Modelling intransitivity in pairwise comparisons with application to baseball data (2103.12094v2)

Abstract: The seminal Bradley-Terry model exhibits transitivity, i.e., the property that the probabilities of player A beating B and B beating C give the probability of A beating C, with these probabilities determined by a skill parameter for each player. Such transitive models do not account for different strategies of play between each pair of players, which gives rise to {\it intransitivity}. Various intransitive parametric models have been proposed but they lack the flexibility to cover the different strategies across $n$ players, with the $O(n^2)$ values of intransitivity modelled using O(n) parameters, whilst they are not parsimonious when the intransitivity is simple. We overcome their lack of adaptability by allocating each pair of players to one of a random number of $K$ intransitivity levels, each level representing a different strategy. Our novel approach for the skill parameters involves having the $n$ players allocated to a random number of $A<n$ distinct skill levels, to improve efficiency and avoid false rankings.
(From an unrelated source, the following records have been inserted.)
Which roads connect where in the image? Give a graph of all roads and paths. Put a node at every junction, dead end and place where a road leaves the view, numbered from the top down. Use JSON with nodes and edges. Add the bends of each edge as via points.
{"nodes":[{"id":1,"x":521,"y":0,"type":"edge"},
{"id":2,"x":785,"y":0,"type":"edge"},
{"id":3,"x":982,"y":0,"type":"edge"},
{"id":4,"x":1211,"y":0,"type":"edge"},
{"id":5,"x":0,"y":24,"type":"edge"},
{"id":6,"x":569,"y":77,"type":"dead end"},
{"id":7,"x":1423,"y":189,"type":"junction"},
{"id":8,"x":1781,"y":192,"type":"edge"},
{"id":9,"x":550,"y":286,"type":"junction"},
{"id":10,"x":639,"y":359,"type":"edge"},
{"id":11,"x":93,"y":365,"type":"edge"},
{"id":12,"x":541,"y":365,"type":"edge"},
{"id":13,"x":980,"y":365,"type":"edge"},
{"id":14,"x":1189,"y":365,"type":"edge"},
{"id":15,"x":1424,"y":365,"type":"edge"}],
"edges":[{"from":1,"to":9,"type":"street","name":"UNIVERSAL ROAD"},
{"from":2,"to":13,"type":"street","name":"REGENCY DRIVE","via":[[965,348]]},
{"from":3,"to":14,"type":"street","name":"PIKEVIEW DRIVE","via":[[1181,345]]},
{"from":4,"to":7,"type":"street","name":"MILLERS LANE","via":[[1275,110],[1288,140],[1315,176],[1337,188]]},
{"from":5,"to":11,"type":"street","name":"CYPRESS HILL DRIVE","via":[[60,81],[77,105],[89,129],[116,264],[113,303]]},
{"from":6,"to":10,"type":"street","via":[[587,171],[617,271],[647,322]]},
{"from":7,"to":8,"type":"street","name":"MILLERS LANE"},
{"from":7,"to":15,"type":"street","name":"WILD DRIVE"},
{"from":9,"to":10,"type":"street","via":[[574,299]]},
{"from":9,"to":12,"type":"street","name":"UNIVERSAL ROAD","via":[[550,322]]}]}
Although we may have to estimate up to $O(n^2)$ unknown parameters for $(A,K)$ we anticipate that in many practical contexts $A+K < n$. Using a Bayesian hierarchical model, $(A,K)$ are treated as unknown, and inference is conducted via a reversible jump Markov chain Monte Carlo (RJMCMC) algorithm. Our semi-parametric model, which gives the Bradley-Terry model when $(A=n-1, K=0)$, is shown to have an improved fit relative to the Bradley-Terry, and the existing intransitivity models, in out-of-sample testing when applied to simulated and American League baseball data. Supplementary materials for the article are available online.